# [HOW TO COMPLETE THIS TASK]
Word for word, copy the records and drop the pictures.
[Opening INFORMATION SHOWN section]
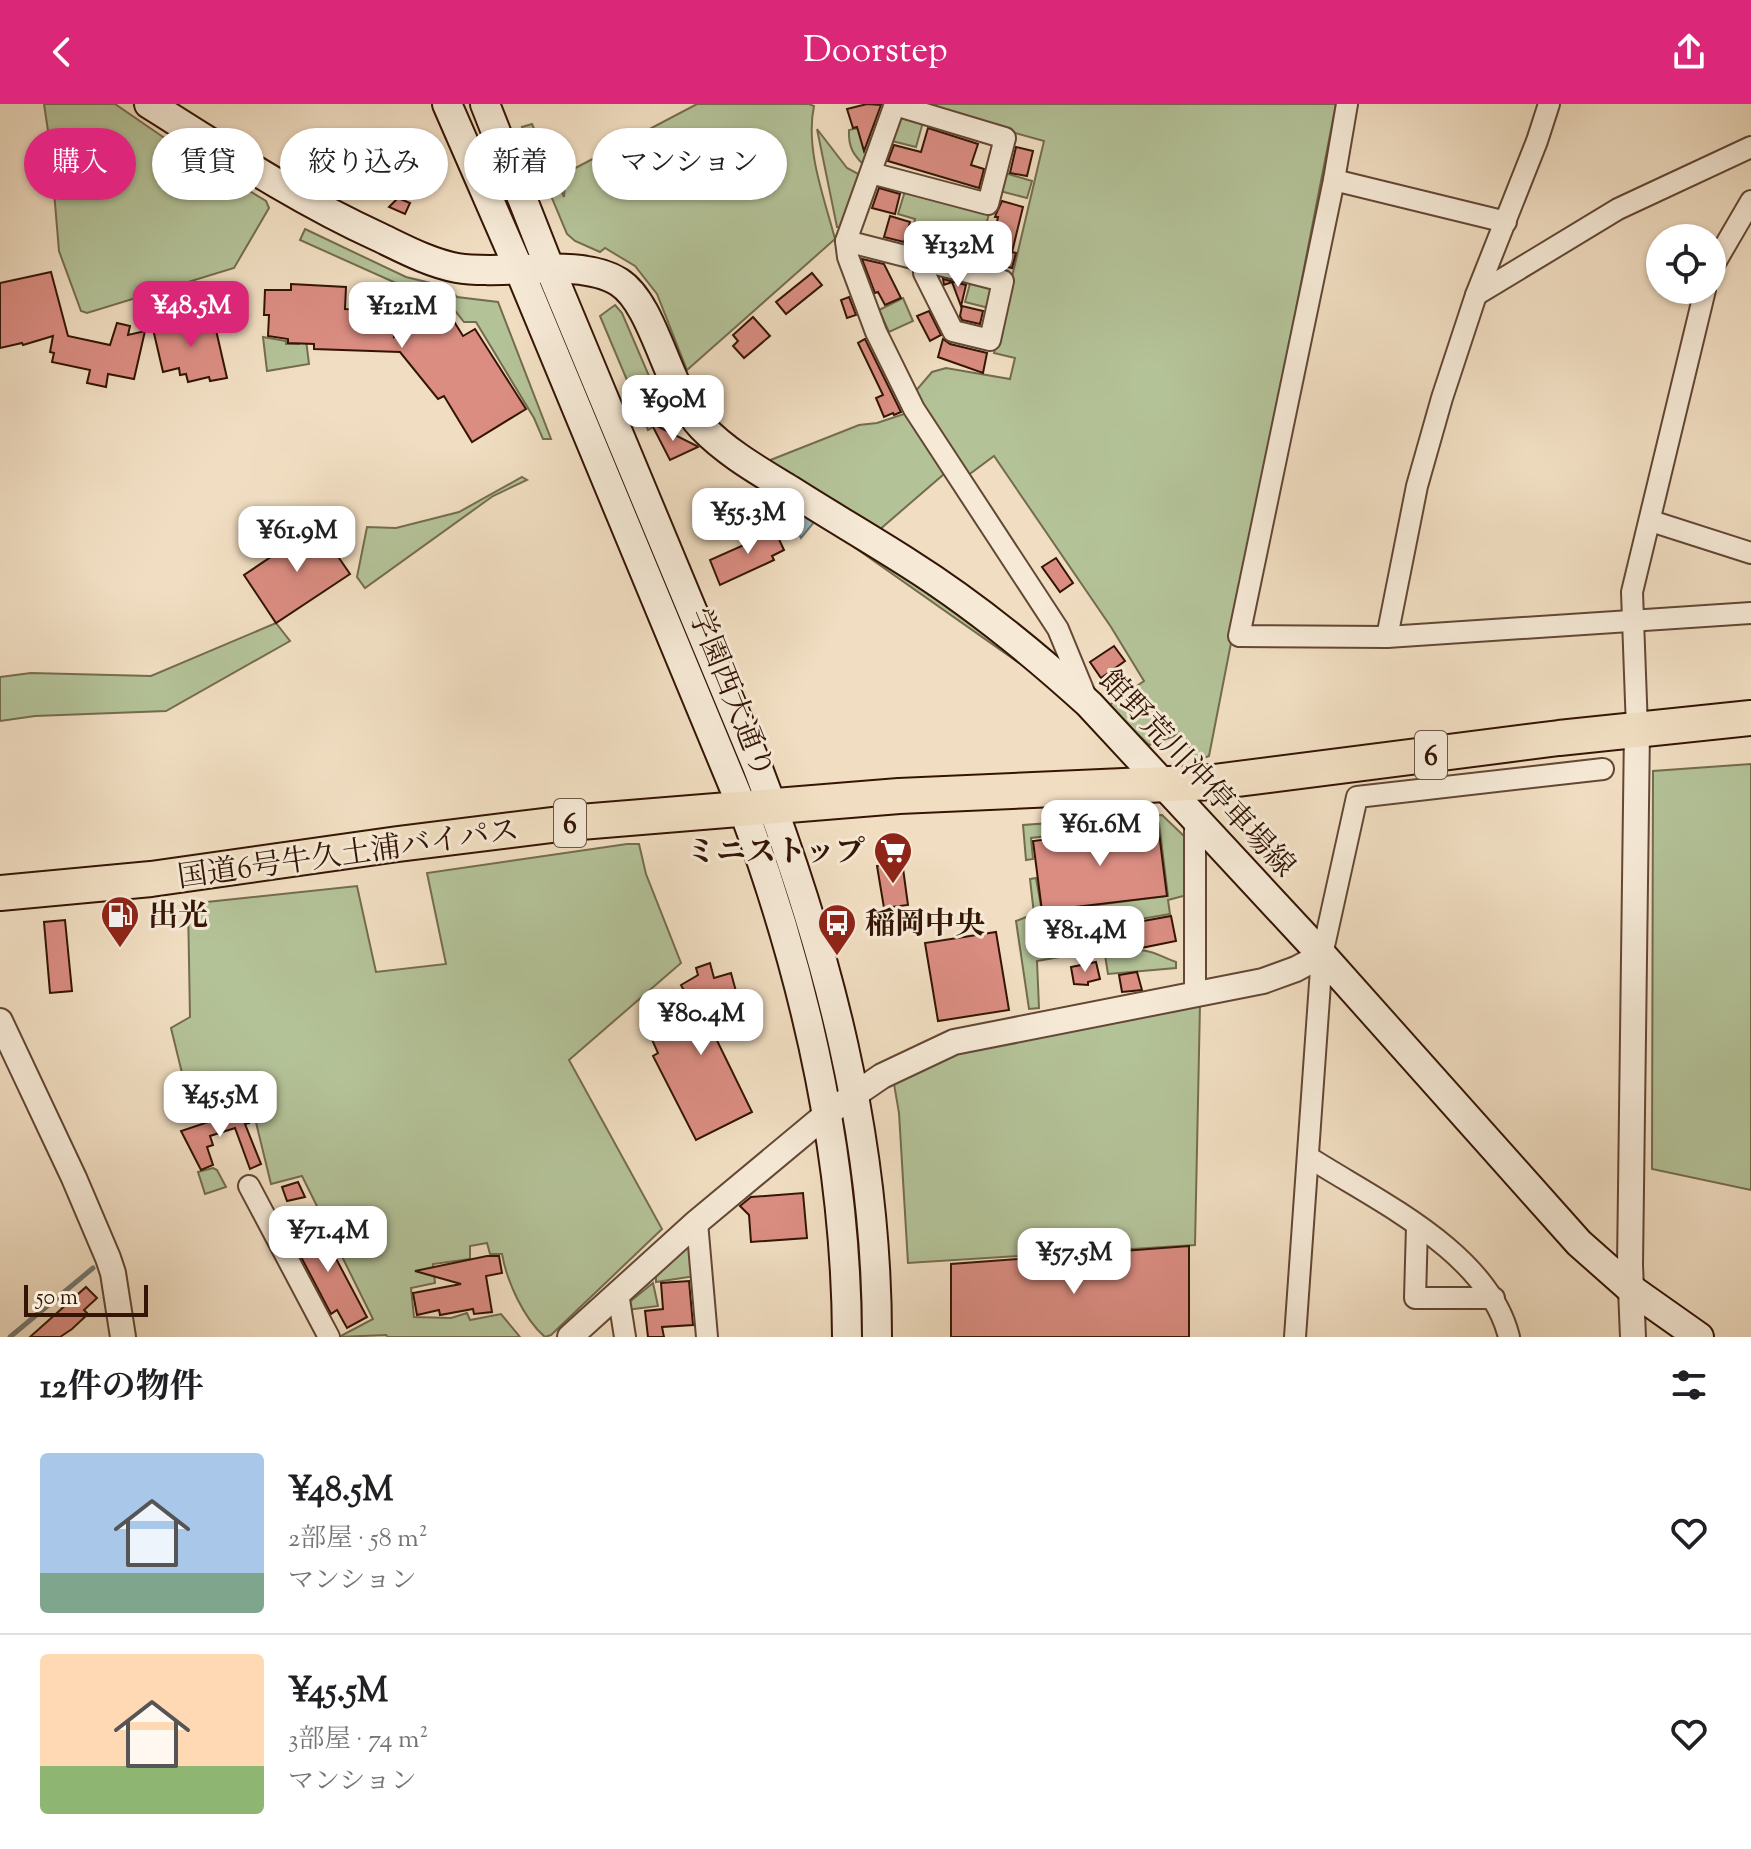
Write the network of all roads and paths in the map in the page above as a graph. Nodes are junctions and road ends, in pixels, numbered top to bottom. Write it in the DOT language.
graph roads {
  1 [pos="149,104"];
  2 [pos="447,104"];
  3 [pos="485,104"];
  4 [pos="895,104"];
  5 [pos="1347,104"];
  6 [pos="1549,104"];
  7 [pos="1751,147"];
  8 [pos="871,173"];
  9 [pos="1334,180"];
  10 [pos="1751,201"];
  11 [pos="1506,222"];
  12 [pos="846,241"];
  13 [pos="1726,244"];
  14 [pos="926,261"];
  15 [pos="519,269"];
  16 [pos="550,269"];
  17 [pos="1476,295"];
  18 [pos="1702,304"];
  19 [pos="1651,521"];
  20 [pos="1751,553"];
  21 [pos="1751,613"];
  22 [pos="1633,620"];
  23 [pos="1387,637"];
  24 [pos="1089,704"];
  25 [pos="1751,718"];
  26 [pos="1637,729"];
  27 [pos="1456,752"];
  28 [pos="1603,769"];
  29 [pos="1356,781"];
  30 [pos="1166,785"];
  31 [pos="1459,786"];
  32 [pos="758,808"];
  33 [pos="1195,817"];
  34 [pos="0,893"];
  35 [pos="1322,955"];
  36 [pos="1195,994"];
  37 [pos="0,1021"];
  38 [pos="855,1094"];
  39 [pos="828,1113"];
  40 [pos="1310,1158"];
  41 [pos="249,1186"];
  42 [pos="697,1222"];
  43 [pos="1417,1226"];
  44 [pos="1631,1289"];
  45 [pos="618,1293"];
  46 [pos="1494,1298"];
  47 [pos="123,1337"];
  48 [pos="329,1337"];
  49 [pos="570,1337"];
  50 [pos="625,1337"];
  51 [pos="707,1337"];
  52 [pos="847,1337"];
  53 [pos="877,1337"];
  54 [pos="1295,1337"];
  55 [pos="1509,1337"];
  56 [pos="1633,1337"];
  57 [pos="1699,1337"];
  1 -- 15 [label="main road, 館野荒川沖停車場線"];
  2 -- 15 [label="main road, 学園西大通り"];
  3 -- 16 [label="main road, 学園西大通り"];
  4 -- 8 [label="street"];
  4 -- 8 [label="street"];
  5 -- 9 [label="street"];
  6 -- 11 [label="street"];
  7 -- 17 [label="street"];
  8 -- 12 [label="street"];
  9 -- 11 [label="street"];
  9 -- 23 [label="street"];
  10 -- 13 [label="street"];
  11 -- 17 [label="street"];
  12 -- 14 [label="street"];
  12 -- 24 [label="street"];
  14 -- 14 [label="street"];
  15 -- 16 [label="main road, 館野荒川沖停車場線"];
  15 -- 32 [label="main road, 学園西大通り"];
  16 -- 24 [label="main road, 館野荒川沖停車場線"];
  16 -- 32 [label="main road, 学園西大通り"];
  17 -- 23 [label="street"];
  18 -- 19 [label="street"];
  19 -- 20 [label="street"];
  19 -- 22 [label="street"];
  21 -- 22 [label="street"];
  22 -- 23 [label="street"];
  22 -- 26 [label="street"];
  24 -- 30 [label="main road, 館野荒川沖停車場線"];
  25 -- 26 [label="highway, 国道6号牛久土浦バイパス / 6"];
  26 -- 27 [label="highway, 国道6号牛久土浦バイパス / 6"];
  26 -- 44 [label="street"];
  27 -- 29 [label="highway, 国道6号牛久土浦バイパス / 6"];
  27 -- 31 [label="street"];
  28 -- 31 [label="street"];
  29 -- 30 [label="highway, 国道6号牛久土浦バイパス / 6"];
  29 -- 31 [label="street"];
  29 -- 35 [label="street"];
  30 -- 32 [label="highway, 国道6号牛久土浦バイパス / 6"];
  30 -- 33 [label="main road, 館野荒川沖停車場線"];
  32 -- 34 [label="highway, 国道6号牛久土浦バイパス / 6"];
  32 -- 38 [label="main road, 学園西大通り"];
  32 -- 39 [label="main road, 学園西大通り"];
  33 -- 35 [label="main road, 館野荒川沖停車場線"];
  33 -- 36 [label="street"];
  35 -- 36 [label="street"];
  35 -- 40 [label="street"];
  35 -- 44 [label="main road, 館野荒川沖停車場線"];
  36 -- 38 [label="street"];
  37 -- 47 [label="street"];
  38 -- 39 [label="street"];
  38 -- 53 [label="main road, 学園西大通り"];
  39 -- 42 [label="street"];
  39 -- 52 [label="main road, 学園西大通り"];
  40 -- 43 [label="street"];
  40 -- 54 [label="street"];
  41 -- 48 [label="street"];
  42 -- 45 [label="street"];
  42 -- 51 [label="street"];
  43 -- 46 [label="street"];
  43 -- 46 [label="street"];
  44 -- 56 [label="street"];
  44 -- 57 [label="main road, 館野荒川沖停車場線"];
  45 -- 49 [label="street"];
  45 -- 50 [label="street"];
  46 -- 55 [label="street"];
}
[Closing INFORMATION SHOWN section]
# [RESPONSE TO THE EXERCISE]
Write the network of all roads and paths in the map in the page above as a graph. Nodes are junctions and road ends, in pixels, numbered top to bottom. Write it in the DOT language.
graph roads {
  1 [pos="149,104"];
  2 [pos="447,104"];
  3 [pos="485,104"];
  4 [pos="895,104"];
  5 [pos="1347,104"];
  6 [pos="1549,104"];
  7 [pos="1751,147"];
  8 [pos="871,173"];
  9 [pos="1334,180"];
  10 [pos="1751,201"];
  11 [pos="1506,222"];
  12 [pos="846,241"];
  13 [pos="1726,244"];
  14 [pos="926,261"];
  15 [pos="519,269"];
  16 [pos="550,269"];
  17 [pos="1476,295"];
  18 [pos="1702,304"];
  19 [pos="1651,521"];
  20 [pos="1751,553"];
  21 [pos="1751,613"];
  22 [pos="1633,620"];
  23 [pos="1387,637"];
  24 [pos="1089,704"];
  25 [pos="1751,718"];
  26 [pos="1637,729"];
  27 [pos="1456,752"];
  28 [pos="1603,769"];
  29 [pos="1356,781"];
  30 [pos="1166,785"];
  31 [pos="1459,786"];
  32 [pos="758,808"];
  33 [pos="1195,817"];
  34 [pos="0,893"];
  35 [pos="1322,955"];
  36 [pos="1195,994"];
  37 [pos="0,1021"];
  38 [pos="855,1094"];
  39 [pos="828,1113"];
  40 [pos="1310,1158"];
  41 [pos="249,1186"];
  42 [pos="697,1222"];
  43 [pos="1417,1226"];
  44 [pos="1631,1289"];
  45 [pos="618,1293"];
  46 [pos="1494,1298"];
  47 [pos="123,1337"];
  48 [pos="329,1337"];
  49 [pos="570,1337"];
  50 [pos="625,1337"];
  51 [pos="707,1337"];
  52 [pos="847,1337"];
  53 [pos="877,1337"];
  54 [pos="1295,1337"];
  55 [pos="1509,1337"];
  56 [pos="1633,1337"];
  57 [pos="1699,1337"];
  1 -- 15 [label="main road, 館野荒川沖停車場線"];
  2 -- 15 [label="main road, 学園西大通り"];
  3 -- 16 [label="main road, 学園西大通り"];
  4 -- 8 [label="street"];
  4 -- 8 [label="street"];
  5 -- 9 [label="street"];
  6 -- 11 [label="street"];
  7 -- 17 [label="street"];
  8 -- 12 [label="street"];
  9 -- 11 [label="street"];
  9 -- 23 [label="street"];
  10 -- 13 [label="street"];
  11 -- 17 [label="street"];
  12 -- 14 [label="street"];
  12 -- 24 [label="street"];
  14 -- 14 [label="street"];
  15 -- 16 [label="main road, 館野荒川沖停車場線"];
  15 -- 32 [label="main road, 学園西大通り"];
  16 -- 24 [label="main road, 館野荒川沖停車場線"];
  16 -- 32 [label="main road, 学園西大通り"];
  17 -- 23 [label="street"];
  18 -- 19 [label="street"];
  19 -- 20 [label="street"];
  19 -- 22 [label="street"];
  21 -- 22 [label="street"];
  22 -- 23 [label="street"];
  22 -- 26 [label="street"];
  24 -- 30 [label="main road, 館野荒川沖停車場線"];
  25 -- 26 [label="highway, 国道6号牛久土浦バイパス / 6"];
  26 -- 27 [label="highway, 国道6号牛久土浦バイパス / 6"];
  26 -- 44 [label="street"];
  27 -- 29 [label="highway, 国道6号牛久土浦バイパス / 6"];
  27 -- 31 [label="street"];
  28 -- 31 [label="street"];
  29 -- 30 [label="highway, 国道6号牛久土浦バイパス / 6"];
  29 -- 31 [label="street"];
  29 -- 35 [label="street"];
  30 -- 32 [label="highway, 国道6号牛久土浦バイパス / 6"];
  30 -- 33 [label="main road, 館野荒川沖停車場線"];
  32 -- 34 [label="highway, 国道6号牛久土浦バイパス / 6"];
  32 -- 38 [label="main road, 学園西大通り"];
  32 -- 39 [label="main road, 学園西大通り"];
  33 -- 35 [label="main road, 館野荒川沖停車場線"];
  33 -- 36 [label="street"];
  35 -- 36 [label="street"];
  35 -- 40 [label="street"];
  35 -- 44 [label="main road, 館野荒川沖停車場線"];
  36 -- 38 [label="street"];
  37 -- 47 [label="street"];
  38 -- 39 [label="street"];
  38 -- 53 [label="main road, 学園西大通り"];
  39 -- 42 [label="street"];
  39 -- 52 [label="main road, 学園西大通り"];
  40 -- 43 [label="street"];
  40 -- 54 [label="street"];
  41 -- 48 [label="street"];
  42 -- 45 [label="street"];
  42 -- 51 [label="street"];
  43 -- 46 [label="street"];
  43 -- 46 [label="street"];
  44 -- 56 [label="street"];
  44 -- 57 [label="main road, 館野荒川沖停車場線"];
  45 -- 49 [label="street"];
  45 -- 50 [label="street"];
  46 -- 55 [label="street"];
}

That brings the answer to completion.